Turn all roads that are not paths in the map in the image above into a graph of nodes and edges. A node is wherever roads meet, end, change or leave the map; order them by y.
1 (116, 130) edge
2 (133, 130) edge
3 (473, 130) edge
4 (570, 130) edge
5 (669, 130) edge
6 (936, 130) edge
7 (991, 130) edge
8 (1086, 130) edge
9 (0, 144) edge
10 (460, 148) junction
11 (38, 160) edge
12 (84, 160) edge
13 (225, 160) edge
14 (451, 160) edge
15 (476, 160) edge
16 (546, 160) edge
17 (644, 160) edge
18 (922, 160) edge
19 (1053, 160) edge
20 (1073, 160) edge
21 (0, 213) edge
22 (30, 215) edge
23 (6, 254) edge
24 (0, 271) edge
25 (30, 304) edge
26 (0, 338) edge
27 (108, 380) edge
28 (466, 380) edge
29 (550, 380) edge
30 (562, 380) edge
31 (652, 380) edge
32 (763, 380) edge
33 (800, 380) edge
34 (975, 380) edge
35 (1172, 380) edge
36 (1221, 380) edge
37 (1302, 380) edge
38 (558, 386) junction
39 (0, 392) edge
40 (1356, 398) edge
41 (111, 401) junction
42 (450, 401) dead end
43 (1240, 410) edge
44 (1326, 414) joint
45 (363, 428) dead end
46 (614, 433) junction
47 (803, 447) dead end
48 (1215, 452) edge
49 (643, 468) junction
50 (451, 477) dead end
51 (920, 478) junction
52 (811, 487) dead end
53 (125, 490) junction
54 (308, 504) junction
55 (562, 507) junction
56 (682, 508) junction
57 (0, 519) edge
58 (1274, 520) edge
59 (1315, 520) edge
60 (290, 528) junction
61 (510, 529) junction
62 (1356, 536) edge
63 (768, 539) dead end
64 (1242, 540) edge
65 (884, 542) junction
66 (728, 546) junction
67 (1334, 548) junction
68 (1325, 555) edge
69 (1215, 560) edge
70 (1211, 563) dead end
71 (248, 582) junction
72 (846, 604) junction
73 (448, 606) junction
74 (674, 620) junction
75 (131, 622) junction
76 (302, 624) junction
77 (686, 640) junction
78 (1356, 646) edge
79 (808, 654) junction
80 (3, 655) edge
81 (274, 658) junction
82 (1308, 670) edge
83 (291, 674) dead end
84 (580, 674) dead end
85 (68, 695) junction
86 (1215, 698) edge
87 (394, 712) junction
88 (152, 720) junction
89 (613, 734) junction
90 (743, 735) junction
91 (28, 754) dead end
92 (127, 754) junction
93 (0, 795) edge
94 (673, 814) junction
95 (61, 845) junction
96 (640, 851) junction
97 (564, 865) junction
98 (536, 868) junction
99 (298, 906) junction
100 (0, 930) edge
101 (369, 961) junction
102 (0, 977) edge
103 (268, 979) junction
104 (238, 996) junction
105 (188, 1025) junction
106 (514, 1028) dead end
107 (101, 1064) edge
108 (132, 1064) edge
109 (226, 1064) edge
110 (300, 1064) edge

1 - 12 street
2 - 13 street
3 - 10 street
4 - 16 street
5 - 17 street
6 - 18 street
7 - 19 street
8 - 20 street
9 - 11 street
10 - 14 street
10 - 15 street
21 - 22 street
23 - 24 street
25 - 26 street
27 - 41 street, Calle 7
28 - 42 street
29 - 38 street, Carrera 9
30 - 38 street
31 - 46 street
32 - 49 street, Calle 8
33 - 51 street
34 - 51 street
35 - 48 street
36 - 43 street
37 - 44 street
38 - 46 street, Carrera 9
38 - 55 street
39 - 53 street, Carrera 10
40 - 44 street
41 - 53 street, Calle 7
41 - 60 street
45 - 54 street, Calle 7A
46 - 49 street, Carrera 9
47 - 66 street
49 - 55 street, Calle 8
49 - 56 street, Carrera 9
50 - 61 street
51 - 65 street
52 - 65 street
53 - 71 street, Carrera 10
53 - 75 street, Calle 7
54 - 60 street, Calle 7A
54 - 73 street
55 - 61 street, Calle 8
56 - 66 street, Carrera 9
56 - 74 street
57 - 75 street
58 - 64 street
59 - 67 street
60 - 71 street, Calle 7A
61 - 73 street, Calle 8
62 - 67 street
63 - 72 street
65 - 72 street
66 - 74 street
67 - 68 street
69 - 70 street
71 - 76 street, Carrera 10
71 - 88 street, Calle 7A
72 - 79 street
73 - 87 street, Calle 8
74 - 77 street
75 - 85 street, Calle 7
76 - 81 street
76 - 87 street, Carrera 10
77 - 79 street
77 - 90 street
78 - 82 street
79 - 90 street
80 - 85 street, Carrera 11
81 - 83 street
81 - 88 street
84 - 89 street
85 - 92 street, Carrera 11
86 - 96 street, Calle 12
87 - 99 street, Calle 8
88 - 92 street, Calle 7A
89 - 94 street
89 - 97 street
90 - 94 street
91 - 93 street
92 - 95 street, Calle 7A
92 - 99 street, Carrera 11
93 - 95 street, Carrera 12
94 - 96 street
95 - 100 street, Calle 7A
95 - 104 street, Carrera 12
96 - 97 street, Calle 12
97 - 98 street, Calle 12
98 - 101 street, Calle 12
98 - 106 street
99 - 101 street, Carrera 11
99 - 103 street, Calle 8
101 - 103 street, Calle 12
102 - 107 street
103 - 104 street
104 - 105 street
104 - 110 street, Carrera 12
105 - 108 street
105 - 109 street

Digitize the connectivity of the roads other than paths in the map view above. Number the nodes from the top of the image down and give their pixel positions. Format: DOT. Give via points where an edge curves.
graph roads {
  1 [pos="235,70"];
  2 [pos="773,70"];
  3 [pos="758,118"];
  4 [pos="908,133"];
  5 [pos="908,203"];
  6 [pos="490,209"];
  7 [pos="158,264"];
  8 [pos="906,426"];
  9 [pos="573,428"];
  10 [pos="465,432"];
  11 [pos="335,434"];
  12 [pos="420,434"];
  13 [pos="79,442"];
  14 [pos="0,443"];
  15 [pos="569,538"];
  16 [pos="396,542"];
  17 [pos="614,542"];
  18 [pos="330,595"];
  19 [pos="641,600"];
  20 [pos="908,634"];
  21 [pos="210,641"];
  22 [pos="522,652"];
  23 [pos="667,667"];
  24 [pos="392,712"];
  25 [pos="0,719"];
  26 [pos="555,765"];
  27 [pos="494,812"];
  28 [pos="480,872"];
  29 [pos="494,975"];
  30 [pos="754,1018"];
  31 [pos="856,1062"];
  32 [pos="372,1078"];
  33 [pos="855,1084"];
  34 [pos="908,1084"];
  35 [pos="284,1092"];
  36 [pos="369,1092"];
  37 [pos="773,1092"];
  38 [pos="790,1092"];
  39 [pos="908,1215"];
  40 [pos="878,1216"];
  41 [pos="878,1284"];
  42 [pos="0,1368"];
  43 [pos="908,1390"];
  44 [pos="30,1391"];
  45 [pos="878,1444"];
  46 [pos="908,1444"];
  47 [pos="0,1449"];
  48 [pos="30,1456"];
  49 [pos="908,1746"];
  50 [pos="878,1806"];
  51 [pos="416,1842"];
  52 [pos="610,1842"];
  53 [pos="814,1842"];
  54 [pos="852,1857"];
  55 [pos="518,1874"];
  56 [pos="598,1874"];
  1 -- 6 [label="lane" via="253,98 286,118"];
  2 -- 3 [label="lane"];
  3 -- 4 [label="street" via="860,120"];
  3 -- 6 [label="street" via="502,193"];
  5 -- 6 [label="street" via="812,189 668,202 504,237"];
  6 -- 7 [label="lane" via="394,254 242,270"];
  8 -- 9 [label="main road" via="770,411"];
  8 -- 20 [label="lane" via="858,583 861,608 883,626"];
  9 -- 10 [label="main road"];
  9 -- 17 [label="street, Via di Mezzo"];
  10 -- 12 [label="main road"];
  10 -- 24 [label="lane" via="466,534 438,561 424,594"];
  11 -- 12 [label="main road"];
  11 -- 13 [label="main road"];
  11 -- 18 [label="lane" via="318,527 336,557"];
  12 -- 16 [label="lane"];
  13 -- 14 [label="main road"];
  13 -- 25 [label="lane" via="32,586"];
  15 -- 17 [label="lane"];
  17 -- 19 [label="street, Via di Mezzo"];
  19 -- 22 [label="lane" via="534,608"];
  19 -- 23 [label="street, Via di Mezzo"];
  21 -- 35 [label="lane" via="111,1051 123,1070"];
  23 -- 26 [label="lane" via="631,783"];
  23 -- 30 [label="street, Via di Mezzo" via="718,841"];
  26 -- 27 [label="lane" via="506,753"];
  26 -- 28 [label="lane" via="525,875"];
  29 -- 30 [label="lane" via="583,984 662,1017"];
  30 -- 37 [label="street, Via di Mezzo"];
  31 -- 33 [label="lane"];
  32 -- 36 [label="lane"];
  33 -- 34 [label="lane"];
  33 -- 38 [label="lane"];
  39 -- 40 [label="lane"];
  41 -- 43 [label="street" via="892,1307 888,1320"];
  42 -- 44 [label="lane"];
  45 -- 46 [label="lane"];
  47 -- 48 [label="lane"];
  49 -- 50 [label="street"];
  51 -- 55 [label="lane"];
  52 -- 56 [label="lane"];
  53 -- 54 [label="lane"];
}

| Prompt |
Copy out all lines from the material above that contain the string "dead".

| Written response |
42 (450, 401) dead end
45 (363, 428) dead end
47 (803, 447) dead end
50 (451, 477) dead end
52 (811, 487) dead end
63 (768, 539) dead end
70 (1211, 563) dead end
83 (291, 674) dead end
84 (580, 674) dead end
91 (28, 754) dead end
106 (514, 1028) dead end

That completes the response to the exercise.